Researchers claim that one of the great unresolved mathematical questions in theoretical computer science just bit the dust
By Woody Leonhard | InfoWorld
Last week, HP Labs mathematician Vinay Deolalikar started circulating a startling paper that claims to have solved the preeminent open problem in computer science, known as P = NP. Er, more accurately, that P is not equal to NP (P ≠ NP).
If his lengthy, complex, multidisciplinary proof holds up, one of the great unresolved mathematical questions of the 20th century has met its match. And it only took 50 years or so.
If you slept through your introductory CompSci courses, here's the short version. The P = NP question can be phrased in many ways, but the easiest visualization I've found is the subset sum problem. Say someone writes numbers -- integers, both positive and negative -- on sticky notes and sticks them on your desk. Can you find a bunch of sticky notes that sum to zero?
The subset sum problem is a classic example of an NP-complete problem: If somebody goes through all of the sticky notes on your desk, pulls out a bunch of them, and hands them to you, it's easy to see if the sticky notes sum to zero. Verifying the solution is easy.
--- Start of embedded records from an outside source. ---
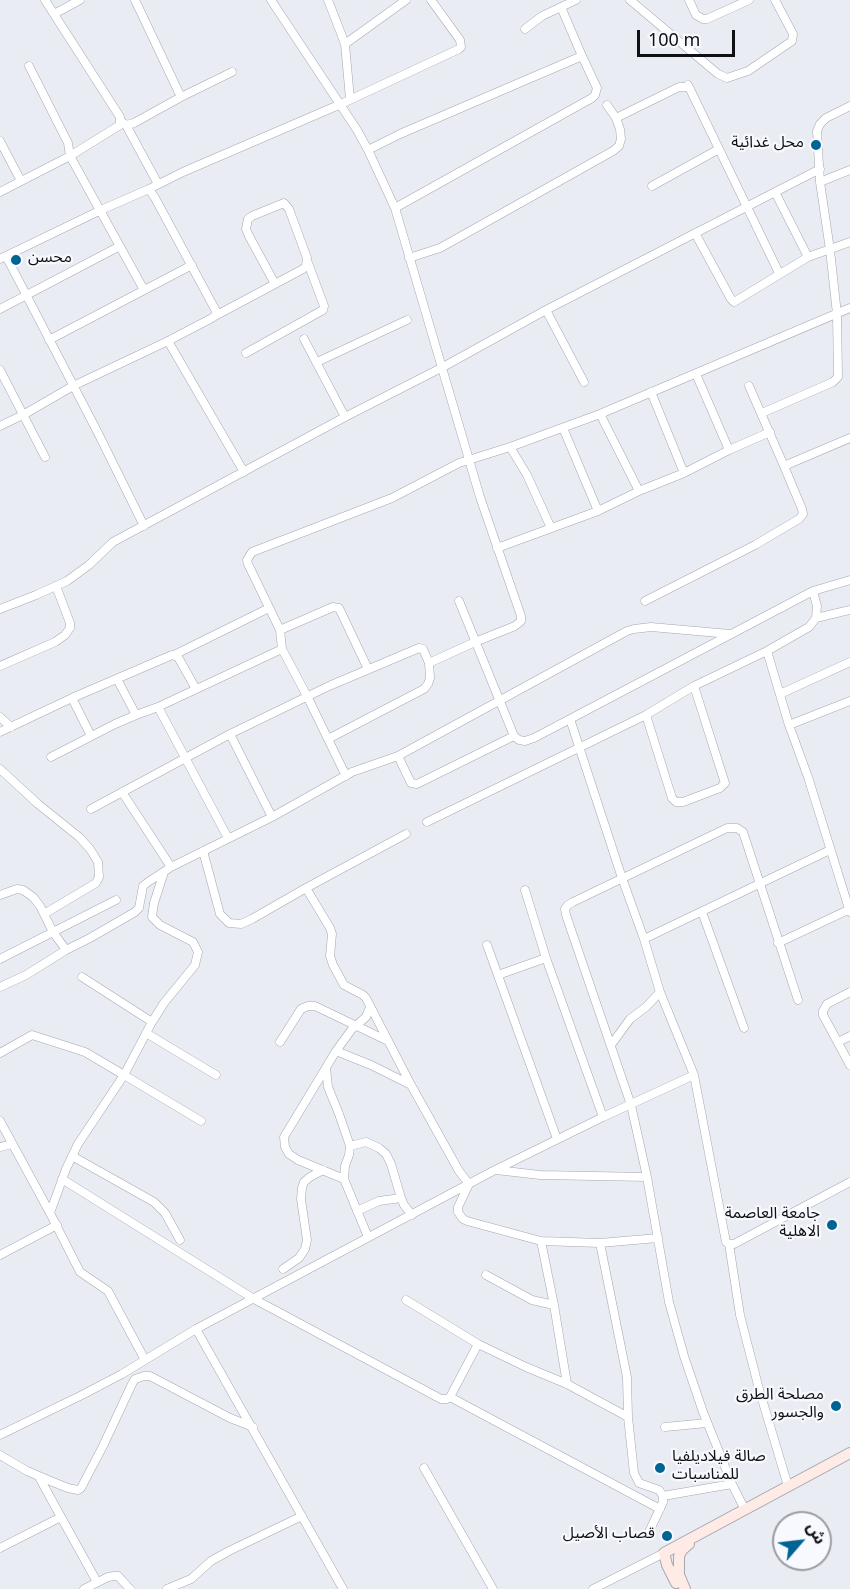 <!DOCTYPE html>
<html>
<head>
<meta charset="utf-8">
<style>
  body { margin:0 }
  #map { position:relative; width:850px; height:1589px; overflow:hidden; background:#eaecf3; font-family:Georgia,"Noto Sans Arabic",serif }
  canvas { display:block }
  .north { position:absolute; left:772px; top:1511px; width:60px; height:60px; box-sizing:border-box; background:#f7f9ff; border:2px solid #9b9ca1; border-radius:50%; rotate:62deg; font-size:16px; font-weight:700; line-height:24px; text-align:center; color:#101113 }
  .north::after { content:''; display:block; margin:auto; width:21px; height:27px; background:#006493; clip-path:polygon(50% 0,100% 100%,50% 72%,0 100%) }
  .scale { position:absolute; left:637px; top:30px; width:98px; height:27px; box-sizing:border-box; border:3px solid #101113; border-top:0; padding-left:8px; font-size:18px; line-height:21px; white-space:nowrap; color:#101113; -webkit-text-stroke:4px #f7f9ff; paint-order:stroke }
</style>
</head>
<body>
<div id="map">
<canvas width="850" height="1589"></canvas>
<div class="north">ش</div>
<div class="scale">100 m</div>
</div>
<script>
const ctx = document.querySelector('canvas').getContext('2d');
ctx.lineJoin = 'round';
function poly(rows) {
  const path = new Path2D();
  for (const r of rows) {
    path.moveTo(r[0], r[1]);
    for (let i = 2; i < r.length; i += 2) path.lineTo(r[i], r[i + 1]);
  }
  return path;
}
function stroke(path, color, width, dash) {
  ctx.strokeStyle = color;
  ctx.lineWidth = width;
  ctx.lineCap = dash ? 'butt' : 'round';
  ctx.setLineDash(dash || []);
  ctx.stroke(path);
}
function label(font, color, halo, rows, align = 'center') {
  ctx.font = font + ' Georgia,"Noto Sans Arabic",serif';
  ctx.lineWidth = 4.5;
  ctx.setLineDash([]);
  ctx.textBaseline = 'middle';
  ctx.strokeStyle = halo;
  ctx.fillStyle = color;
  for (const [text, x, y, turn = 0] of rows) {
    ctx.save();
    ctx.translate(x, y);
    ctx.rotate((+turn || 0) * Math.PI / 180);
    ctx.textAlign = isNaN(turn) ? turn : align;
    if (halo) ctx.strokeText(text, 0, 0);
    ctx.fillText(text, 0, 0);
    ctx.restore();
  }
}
const street = poly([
  [328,0,345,44,350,99],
  [630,0,718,74,727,78,748,71,792,41,793,34,775,0],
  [689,0,696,15,703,19,707,19,749,0],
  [54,14,80,0],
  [525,29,542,16,576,0],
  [345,44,406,0],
  [29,66,68,143,70,156,144,290],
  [181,97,232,72],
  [616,118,679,87,687,87,688,85,779,273],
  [121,121,126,125,134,123,181,97,135,0],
  [126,125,158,184],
  [0,141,21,181],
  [368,150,400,134,582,56],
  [820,182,850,170],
  [652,186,719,149],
  [149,189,183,172,341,104,459,49,461,47,460,40,431,0],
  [0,192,70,156,120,125,120,117,45,0],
  [775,192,808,257],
  [395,208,592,98,595,95,597,88,582,56,561,7],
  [695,233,731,299,734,302,808,257,850,242],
  [6,256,98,433,144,526],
  [409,258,440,248,613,151,619,146,621,139,620,129,616,118,607,105],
  [0,259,101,210,149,189,155,198,216,311,215,316,212,318,168,341,73,386,23,415,0,426],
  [0,309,120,246],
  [546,310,584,382],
  [215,316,303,269,306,266,307,258,289,209,284,203,252,216,248,219,246,229,249,236,275,284],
  [304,339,345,417],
  [49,340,192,265],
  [168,341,244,472],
  [246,353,323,310,324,306,308,263],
  [317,362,407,320],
  [0,370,45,457],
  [696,374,729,450],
  [651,392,684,473],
  [762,413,833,382,838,377,837,314,830,250,820,182,817,131,820,124,826,118,850,106],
  [600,414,639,491],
  [563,428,598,511],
  [510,447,527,475,551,528],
  [784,466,850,438],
  [497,548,598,511,639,491,684,473,729,450,770,432],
  [459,601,514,736,519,740,525,741,534,738,813,591,850,580],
  [645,601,755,545,799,519,803,514,802,509,784,466,749,386],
  [0,609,36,595,67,581,89,565,113,542,345,417,443,367,546,310,820,169],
  [816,618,850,610],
  [280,630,333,607,339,608,368,669],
  [767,651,789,725,808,777,850,912],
  [174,655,269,608],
  [0,666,55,642,65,635,70,628,70,623,56,586],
  [117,679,136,715],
  [780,694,850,662],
  [72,698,91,736],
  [158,707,228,838],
  [646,715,672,798,676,802,683,802,720,788,725,783,723,777,694,686],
  [0,717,11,727],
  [570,719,622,878,644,939,660,992,694,1075,726,1242,729,1244,734,1244,850,1182],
  [789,725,850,701],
  [0,732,72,698,172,655,178,657,196,689],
  [230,734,272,817],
  [328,739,424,689,428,684,430,678,429,663],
  [398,756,411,783,417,784,514,736],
  [51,757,115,724,136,715,158,707,282,649],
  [0,769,38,804,79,837,90,849,98,862,99,877,96,883,44,914],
  [346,776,307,696,282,649,280,630,248,564,247,560,252,552,392,498,459,463,510,447,600,414,850,308],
  [122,792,171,867],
  [91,809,230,734,329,686,419,648,423,649,429,663,475,642,515,626,521,621,521,616,480,497,395,208,368,150,357,130,271,0],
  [427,822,646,715,694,686,767,651,809,627,816,618,817,606,813,591],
  [203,851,220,914,229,923,241,924,252,919,306,888,406,834],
  [164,872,154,903,152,917,160,925,193,942,198,952,195,965,164,1003,152,1022,124,1075,201,1121],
  [306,888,330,928,332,934,330,956,333,965,344,985,363,995,366,998,411,1085,459,1171,469,1184,458,1207,458,1212,463,1219,467,1221,541,1241,600,1243,658,1238],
  [525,890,546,958,603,1117],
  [0,895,17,889,23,890,33,897,40,906,53,932,66,950],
  [702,912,744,1028],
  [644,939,830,850],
  [778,943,850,909],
  [487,945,557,1139],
  [0,959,116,900],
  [498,975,546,958],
  [82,977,152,1022],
  [0,987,26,975,66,950,90,938,135,912,139,908,143,886,148,882,171,867,272,817,352,772,398,756,627,631,634,629,651,627,730,634],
  [850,992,827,1004,823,1011,823,1015,850,1065],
  [146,1033,216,1075],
  [280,1042,301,1009,308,1006,315,1006,388,1041],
  [838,1042,850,1036],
  [611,1045,630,1019,646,1007,660,992],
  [336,1051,371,1065,411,1085],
  [0,1053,32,1035,85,1052,124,1075,78,1144,66,1169,50,1213],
  [326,1068,328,1087,339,1114,350,1146,349,1155,345,1166,344,1179,368,1237],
  [0,1121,50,1213,80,1272,108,1291,145,1360],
  [350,1146,366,1142,379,1148,386,1154,391,1164,401,1198,404,1205,412,1215],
  [0,1147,12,1144],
  [72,1156,154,1202,165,1213,180,1240],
  [496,1170,540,1175,647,1177],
  [62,1179,254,1299,441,1399,447,1399,450,1397,478,1344],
  [344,1179,298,1160,289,1154,285,1147,284,1137,336,1051,352,1029,366,1017,370,1007],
  [357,1211,379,1201,401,1198],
  [541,1241,554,1305,567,1384],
  [600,1243,627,1377,628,1417,634,1473,639,1483,659,1490,663,1496],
  [729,1244,740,1315,759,1389,788,1486],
  [0,1255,57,1225],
  [283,1269,299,1258,305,1249,307,1240,301,1199,302,1188,304,1182,310,1177,323,1170],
  [486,1275,532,1300,554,1305],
  [406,1300,478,1344,526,1367,567,1384,628,1417],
  [196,1329,343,1589],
  [450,1397,660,1509],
  [665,1427,707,1423],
  [0,1435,84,1394,122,1374,196,1329,495,1170,603,1117,694,1075],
  [0,1455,27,1471,53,1482,68,1488,78,1490,81,1488,103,1446,132,1384,135,1379,144,1376,150,1376,230,1418,253,1427],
  [424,1468,493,1589],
  [39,1477,61,1517],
  [663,1496,732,1484],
  [745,1510,732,1484,703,1412,684,1356,669,1302,647,1177,631,1105,566,915,565,909,568,905,573,902,727,828,737,828,743,832,798,1000],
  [649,1532,663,1502,663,1496],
  [0,1548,61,1517,97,1582],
  [84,1589,108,1577,114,1576,118,1576,130,1589],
  [167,1589,191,1579,211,1561,229,1551,302,1516],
  [593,1589,664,1553]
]);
const secondary = poly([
  [664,1553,850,1453],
  [664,1553,667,1565,676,1583],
  [677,1570,685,1589],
  [679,1575,679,1556,682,1550,689,1544]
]);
const markers = [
  [816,145,6,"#006493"],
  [16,260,6,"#006493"],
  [832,1225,6,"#006493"],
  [836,1406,6,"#006493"],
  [660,1468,6,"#006493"],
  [667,1536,6,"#006493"]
];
const poiNames = [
  ["محل غدائية",804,145],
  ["محسن",28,260,"left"],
  ["جامعة العاصمة",820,1216],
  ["الاهلية",820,1234],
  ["مصلحة الطرق",824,1397],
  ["والجسور",824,1415],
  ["صالة فيلاديلفيا",672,1459,"left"],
  ["للمناسبات",672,1477,"left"],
  ["قصاب الأصيل",655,1536]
];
stroke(street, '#a4a7ad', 9);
stroke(secondary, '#a4a7ad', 12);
stroke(street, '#fff', 8);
stroke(secondary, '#feebe6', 10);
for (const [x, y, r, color] of markers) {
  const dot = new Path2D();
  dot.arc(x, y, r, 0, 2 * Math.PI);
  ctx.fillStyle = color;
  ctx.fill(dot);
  stroke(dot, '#f7f9ff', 2);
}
label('16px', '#101113', '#f7f9ff', poiNames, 'right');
</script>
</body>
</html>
But finding the correct set of sticky notes can be very hard.
The P = NP problem, at first approximation, boils down to this: If you can verify the solution to a problem pretty quickly (in this case, add up all the integers and see if they total zero), can you also create a method for finding the solutions that runs pretty quickly (in this case, a method for finding zero-sum bunches that doesn't go exponential when you add more sticky notes)?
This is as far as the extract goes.